Friday, August 14, 2015

Final Posting

There were two main objectives this summer:
1 - to design a pressure sensing circuit/housing
2 - to reduce the form, weight and profile of a power transfer mechanism for the PPAFO.

The circuit design and testing went very quickly early on in the project.  The most challenging part was designing the housing to work around the limitations (poor tolerances/shrinkage/expansion/rough surface finish) of a the Cura Lulzbot Mini 3D printer we were using.  After a few iterations adjusting the initial dimensions the two halves of the housing fit into each other and around the circuit board.

A second challenge was getting the push to connect fitting to seal around the barbed fitting of a component we were using.  Eventually, wrapping silicon tape around the barbed fitting ended up solving this problem.

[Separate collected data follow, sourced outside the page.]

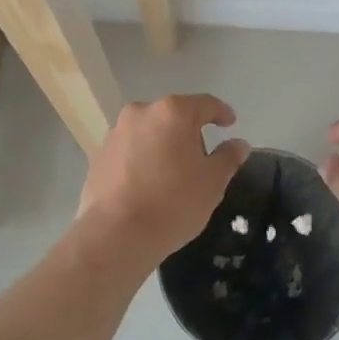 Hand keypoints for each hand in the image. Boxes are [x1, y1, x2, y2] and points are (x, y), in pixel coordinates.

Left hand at [74, 95, 248, 273]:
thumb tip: (238, 143)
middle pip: (174, 115)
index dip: (221, 112)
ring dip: (164, 144)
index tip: (230, 123)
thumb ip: (228, 157)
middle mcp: (141, 112)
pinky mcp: (99, 155)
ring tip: (173, 172)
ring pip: (149, 132)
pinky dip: (143, 159)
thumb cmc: (173, 203)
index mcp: (173, 112)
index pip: (205, 104)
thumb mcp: (212, 182)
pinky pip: (130, 150)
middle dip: (190, 131)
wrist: (115, 235)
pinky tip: (149, 183)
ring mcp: (116, 133)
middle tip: (202, 156) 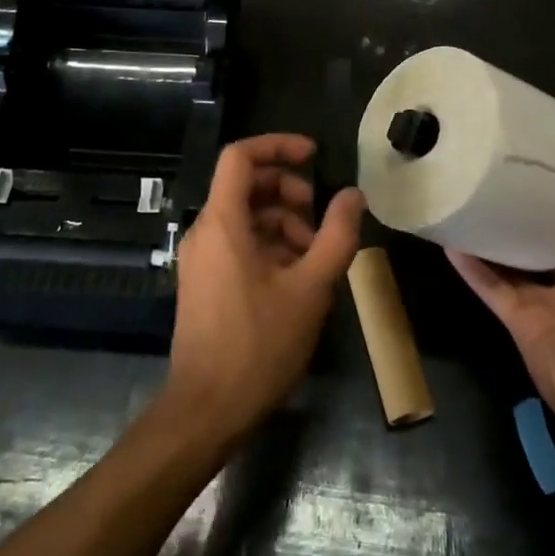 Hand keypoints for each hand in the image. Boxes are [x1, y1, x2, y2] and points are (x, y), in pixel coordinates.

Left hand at [165, 134, 362, 441]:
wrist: (207, 410)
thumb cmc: (259, 344)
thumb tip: (353, 194)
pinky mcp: (203, 282)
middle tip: (321, 217)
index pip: (240, 155)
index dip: (277, 145)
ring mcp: (200, 258)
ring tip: (315, 254)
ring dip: (282, 222)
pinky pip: (236, 243)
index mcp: (223, 221)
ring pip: (244, 217)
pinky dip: (268, 245)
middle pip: (245, 184)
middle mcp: (205, 231)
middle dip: (287, 190)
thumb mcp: (310, 288)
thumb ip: (337, 235)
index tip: (313, 155)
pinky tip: (296, 277)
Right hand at [448, 151, 554, 453]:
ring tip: (466, 195)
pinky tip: (450, 240)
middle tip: (494, 169)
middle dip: (523, 210)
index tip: (539, 157)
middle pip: (543, 237)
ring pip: (511, 260)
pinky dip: (471, 268)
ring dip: (492, 234)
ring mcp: (545, 302)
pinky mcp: (519, 323)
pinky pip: (491, 288) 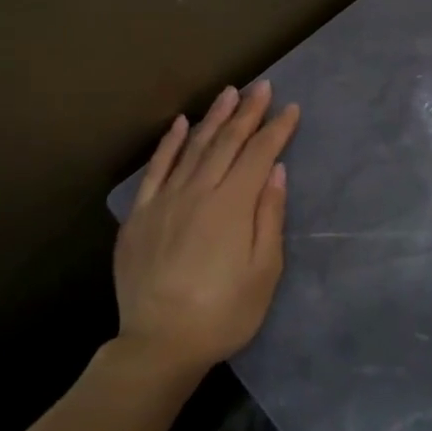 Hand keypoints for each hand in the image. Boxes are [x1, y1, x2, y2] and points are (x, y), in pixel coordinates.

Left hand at [114, 80, 300, 375]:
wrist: (159, 343)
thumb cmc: (223, 313)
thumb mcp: (263, 272)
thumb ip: (270, 216)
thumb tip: (276, 171)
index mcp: (232, 205)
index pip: (259, 155)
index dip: (276, 130)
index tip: (291, 109)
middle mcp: (198, 191)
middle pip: (227, 143)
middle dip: (247, 112)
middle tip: (263, 87)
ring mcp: (165, 199)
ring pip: (193, 147)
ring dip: (213, 118)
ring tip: (228, 93)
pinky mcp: (140, 213)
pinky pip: (155, 168)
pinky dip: (169, 144)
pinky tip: (181, 124) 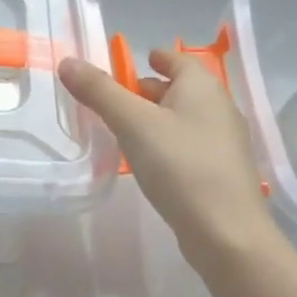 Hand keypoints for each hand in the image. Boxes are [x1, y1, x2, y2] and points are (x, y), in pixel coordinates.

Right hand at [59, 47, 272, 263]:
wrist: (229, 237)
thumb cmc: (180, 166)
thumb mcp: (132, 123)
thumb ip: (99, 90)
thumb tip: (68, 62)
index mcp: (202, 87)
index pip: (178, 60)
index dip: (155, 58)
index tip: (131, 63)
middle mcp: (220, 108)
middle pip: (180, 89)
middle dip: (148, 90)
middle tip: (115, 99)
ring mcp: (225, 144)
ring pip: (184, 119)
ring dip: (156, 119)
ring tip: (125, 131)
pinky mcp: (223, 175)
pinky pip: (189, 145)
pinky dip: (167, 144)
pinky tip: (149, 163) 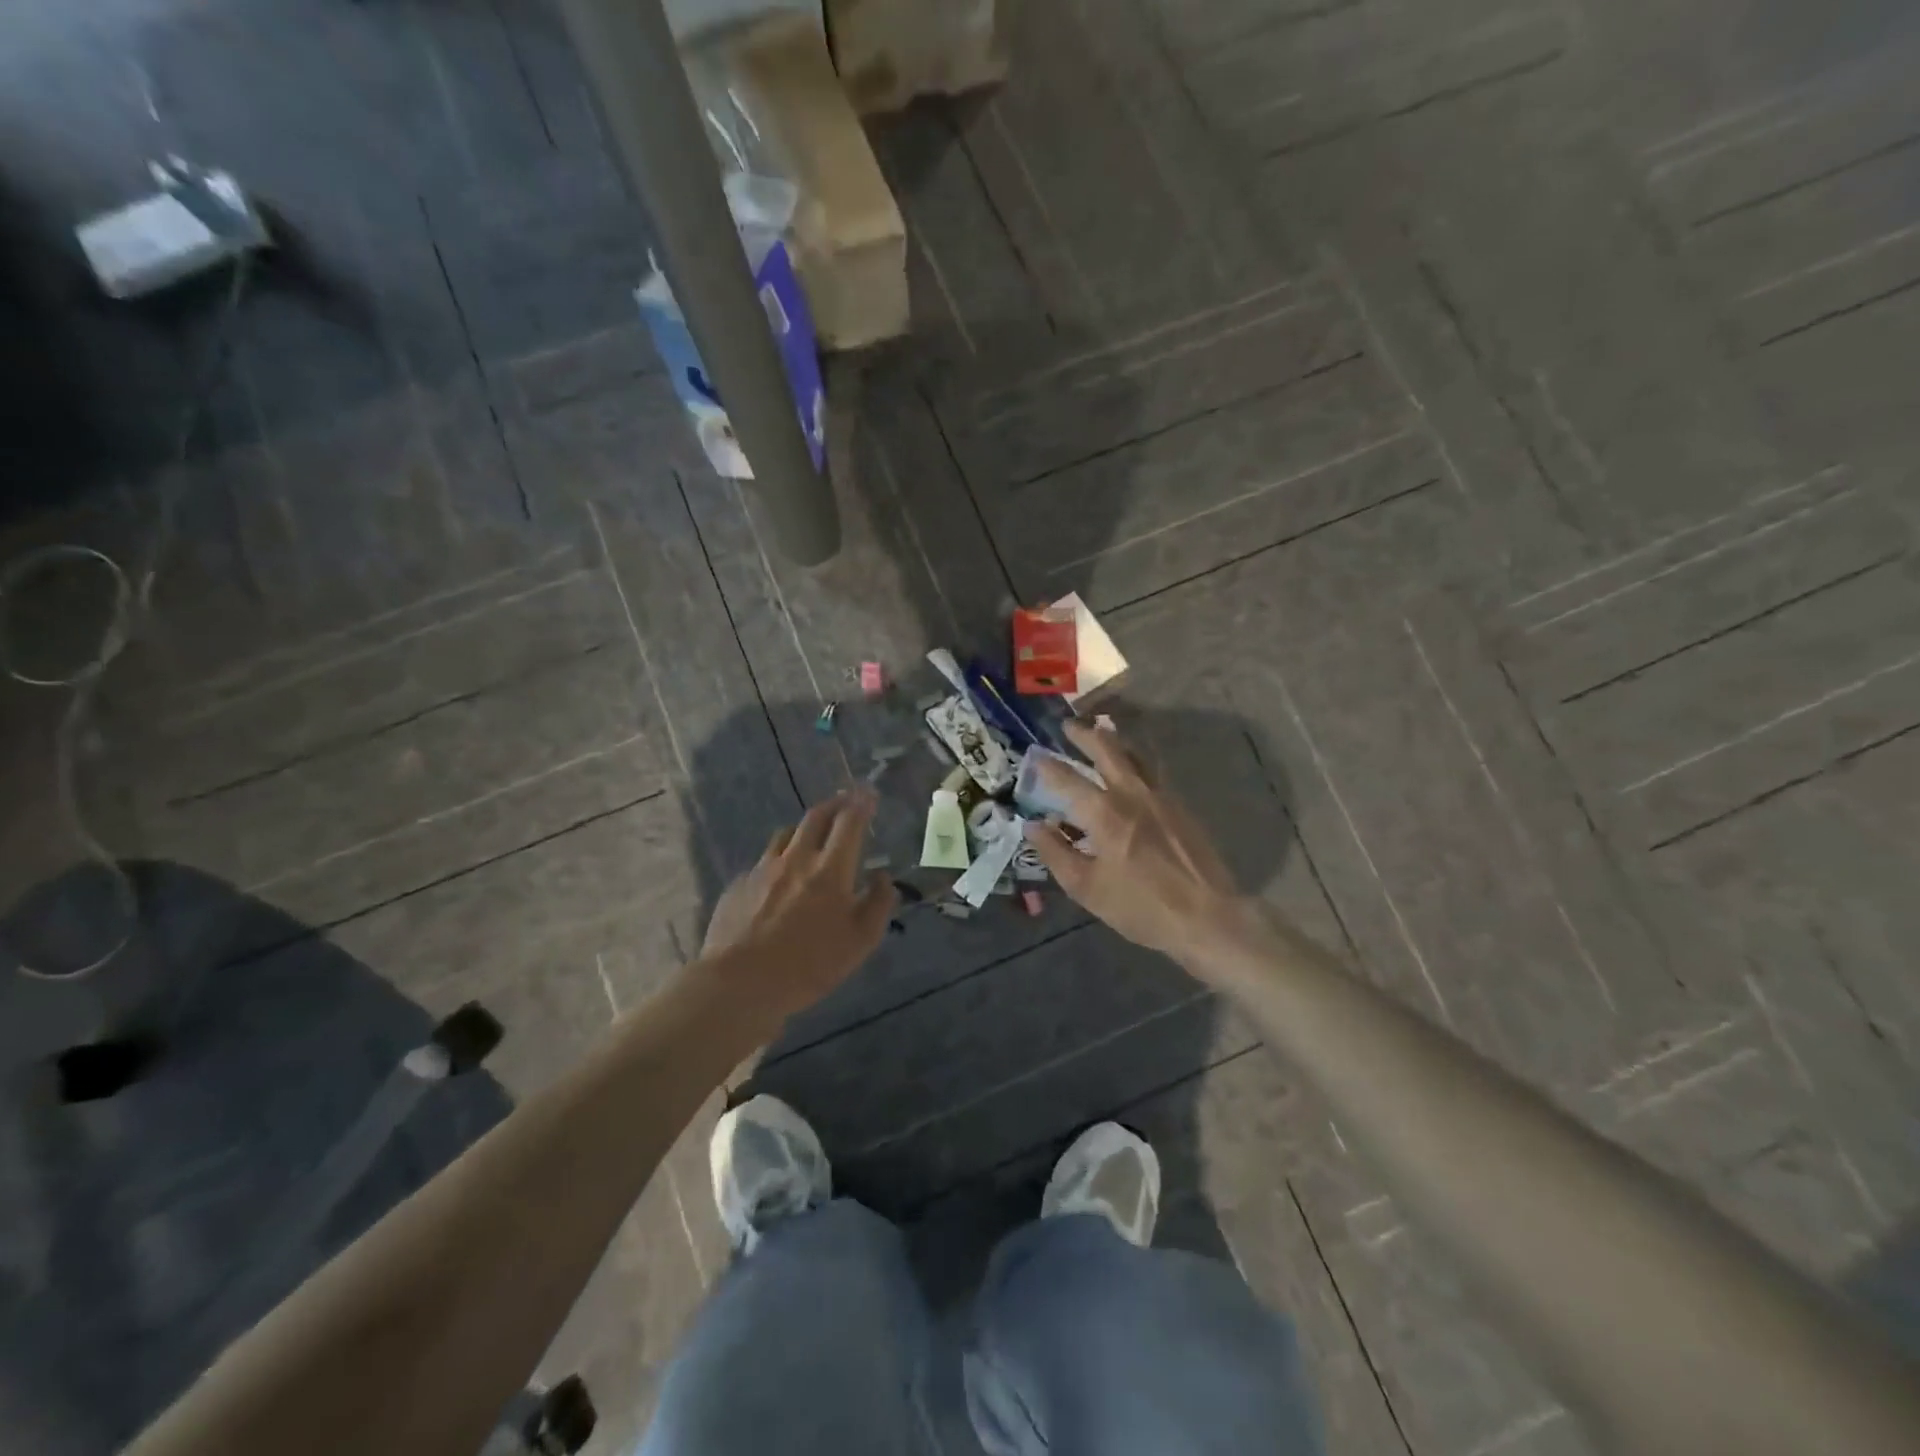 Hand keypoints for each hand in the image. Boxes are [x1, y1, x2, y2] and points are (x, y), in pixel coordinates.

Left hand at [700, 788, 897, 1021]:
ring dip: (804, 828)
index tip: (868, 792)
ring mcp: (763, 869)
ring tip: (811, 834)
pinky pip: (764, 861)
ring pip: (786, 834)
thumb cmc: (809, 965)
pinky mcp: (739, 885)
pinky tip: (778, 877)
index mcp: (830, 869)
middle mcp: (796, 858)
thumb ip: (877, 904)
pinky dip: (779, 859)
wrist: (740, 983)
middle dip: (834, 804)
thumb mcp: (860, 942)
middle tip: (844, 800)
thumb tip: (882, 877)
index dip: (861, 803)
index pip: (850, 822)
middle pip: (816, 817)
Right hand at [1023, 721, 1248, 966]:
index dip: (1047, 766)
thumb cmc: (1140, 906)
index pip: (1067, 779)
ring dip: (1114, 741)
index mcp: (1104, 813)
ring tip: (1102, 732)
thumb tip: (1033, 826)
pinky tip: (1132, 770)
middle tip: (1068, 725)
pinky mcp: (1181, 808)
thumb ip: (1056, 853)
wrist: (1207, 916)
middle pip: (1107, 751)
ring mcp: (1161, 797)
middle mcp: (1132, 794)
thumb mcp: (1086, 888)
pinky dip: (1136, 761)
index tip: (1033, 755)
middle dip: (1084, 735)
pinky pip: (1153, 772)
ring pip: (1135, 756)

The second objective took longer to complete.  First, gear size was optimized.  THe optimization was a challenge in itself.  Because of an inverser relationship between the expected weight and expected stress in the gear system, gear geometry themselves had to be designed to minimize stresses.  In the end we settled on 16 diametral pitch gears with a 35o pressure angle for their high tooth strength.

Material selection was another challenge detailed in the last post.  AR500 steel was the best solution given all the project requirements (cost, preformance, ease of manufacture) but not the best solution for performance alone.

Some parts were outsourced to the UIUC machine shop, others machined ourselves, and others produced via SLA additive manufacturing.  Below is the final system assembled (minus linear actuators & orthotic footbed)
Two nuts were on backorder from McMaster for several weeks and were never delivered.  This prevented attachment of the actuators. Once the nuts arrive, they need to be milled to .25" thickness and mounted to the gear mechanism with the actuators.  Once the acutators are attached, testing can commence.  Strength of the SLA gearbox can be evalueated, and, if need be, the gearbox can be milled from an aluminum block.

In the future, work with wire EDM tolerances and post machining surface treatment (polishing, electropolishing, etc.) might be necessary for gear system with better longevity -- the better the tolerances for gear meshing, the more even the load sharing between gear teeth, thus the longer the gear life.

Additional future work might involve designing a printed circuit board for use with surface mount components on the pressure sensing circuit to further reduce size and weight of the whole board and housing assembly.


I am so grateful to the lab for teaching me throughout the summer and allowing me to work on the orthosis.  After a summer learning about machine design and implementing a design myself, I am amazed at the tolerances to which so many components are mass produced on a daily basis.  It is baffling to think about the amount of work that goes into any engineered object -- not only on the individual components but on the effort it took over generations to accumulate the immense body of engineering knowledge which allows the components to be built in the first place.  This summer I was allowed to reiterate a design that has been in the works for several years.  I hope I have the chance to do it again.

Thanks to Ziming Wang and Elizabeth Hsiao-Wecksler for helping me through this project.